While FDD’s portfolio runs the gambit of global issues, it’s clear its heart is focused on countering the government in Tehran. While declining to certify the deal and attempting to fix it is the current focus vis-a-vis Iran, the U.S. must come to grips with Iran’s broader rise, argued FDD’s John Hannah, a former aide to Vice President Dick Cheney. Hannah toasted the administration for likely being the first since the Islamic Republic came into being in 1979 to invest “the time, energy and attention to developing a comprehensive, holistic strategy toward Iran that attempts to address the full multiplicity of the threats it poses to the interests of the United States.”

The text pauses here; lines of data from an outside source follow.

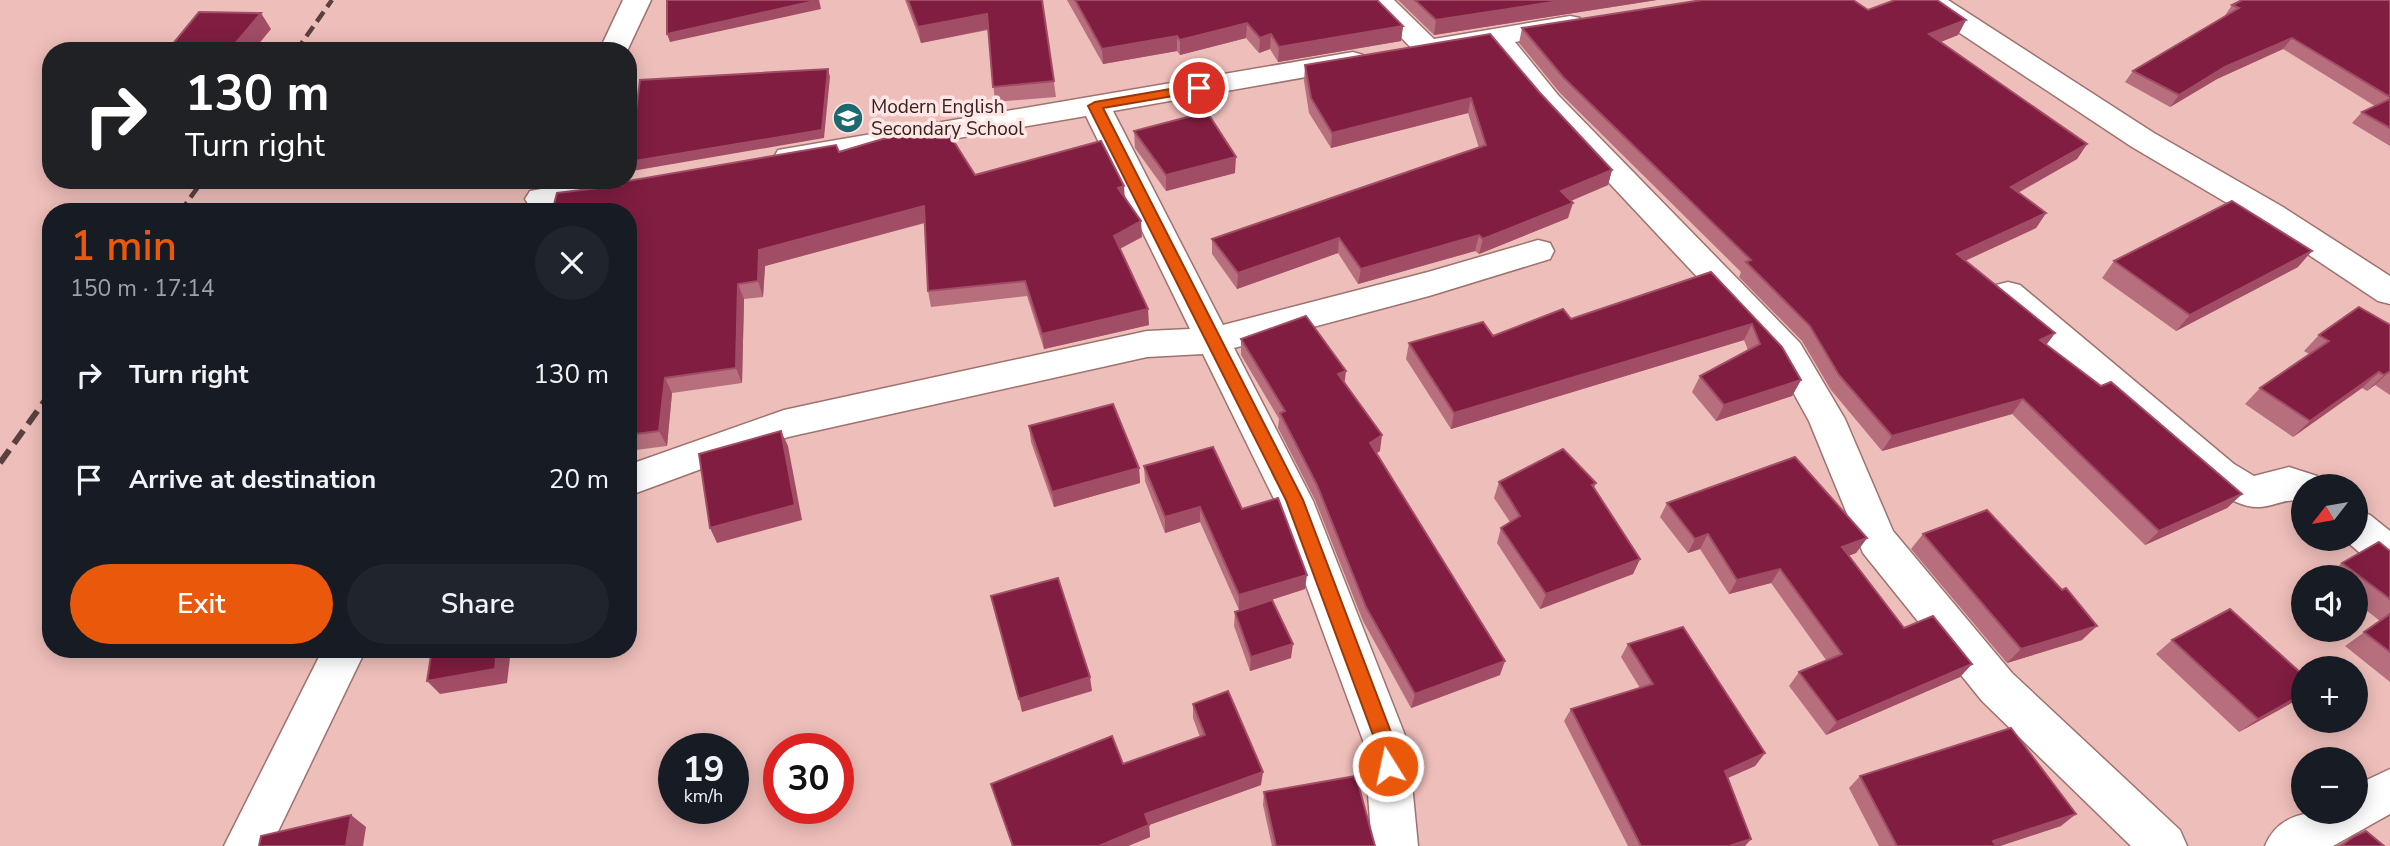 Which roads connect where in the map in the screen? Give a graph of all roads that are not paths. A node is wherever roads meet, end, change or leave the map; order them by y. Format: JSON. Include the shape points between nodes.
{"nodes":[{"id":1,"x":638,"y":0,"type":"edge"},
{"id":2,"x":1379,"y":0,"type":"edge"},
{"id":3,"x":1948,"y":3,"type":"edge"},
{"id":4,"x":1604,"y":19,"type":"edge"},
{"id":5,"x":1495,"y":36,"type":"junction"},
{"id":6,"x":617,"y":42,"type":"edge"},
{"id":7,"x":1427,"y":48,"type":"junction"},
{"id":8,"x":1095,"y":106,"type":"junction"},
{"id":9,"x":757,"y":163,"type":"edge"},
{"id":10,"x":595,"y":189,"type":"edge"},
{"id":11,"x":542,"y":197,"type":"edge"},
{"id":12,"x":1538,"y":251,"type":"dead end"},
{"id":13,"x":2390,"y":292,"type":"edge"},
{"id":14,"x":2008,"y":294,"type":"edge"},
{"id":15,"x":1211,"y":341,"type":"junction"},
{"id":16,"x":637,"y":478,"type":"edge"},
{"id":17,"x":2291,"y":483,"type":"edge"},
{"id":18,"x":2368,"y":536,"type":"edge"},
{"id":19,"x":2390,"y":555,"type":"edge"},
{"id":20,"x":341,"y":658,"type":"edge"},
{"id":21,"x":2390,"y":790,"type":"edge"},
{"id":22,"x":2368,"y":802,"type":"edge"},
{"id":23,"x":2328,"y":824,"type":"edge"},
{"id":24,"x":247,"y":846,"type":"edge"},
{"id":25,"x":1395,"y":846,"type":"edge"},
{"id":26,"x":2164,"y":846,"type":"edge"},
{"id":27,"x":2288,"y":846,"type":"edge"}],
"edges":[{"from":1,"to":6,"type":"street"},
{"from":2,"to":7,"type":"street"},
{"from":3,"to":13,"type":"street","via":[[2143,140],[2272,215]]},
{"from":4,"to":5,"type":"street"},
{"from":5,"to":7,"type":"street"},
{"from":5,"to":26,"type":"street","via":[[1548,101],[1787,352],[1827,419],[1877,541],[1997,687]]},
{"from":7,"to":8,"type":"street"},
{"from":8,"to":9,"type":"street"},
{"from":8,"to":15,"type":"street"},
{"from":10,"to":11,"type":"street"},
{"from":12,"to":15,"type":"street"},
{"from":14,"to":17,"type":"street","via":[[2221,475],[2247,492],[2267,492]]},
{"from":15,"to":16,"type":"street","via":[[1147,344],[784,424]]},
{"from":15,"to":25,"type":"street","via":[[1294,500],[1386,743]]},
{"from":18,"to":19,"type":"street"},
{"from":20,"to":24,"type":"street"},
{"from":21,"to":22,"type":"street"},
{"from":23,"to":27,"type":"street"}]}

But, “now the real challenge comes—executing,” said Hannah. What does that include? “Unfortunately, while we can ask local partners to do a lot for us—and an awful lot more for us—it will almost certainly require a healthy dose of American military,” Hannah said, pausing before adding, “Perhaps additional doses of American power, including, in certain circumstances, troops on the ground.” So, while the atmosphere in the St. Regis was marked by revelry, for others, like Larison, who think the current drive against Iran resembles the run-up to the war in Iraq, Thursday’s event was a grim affair.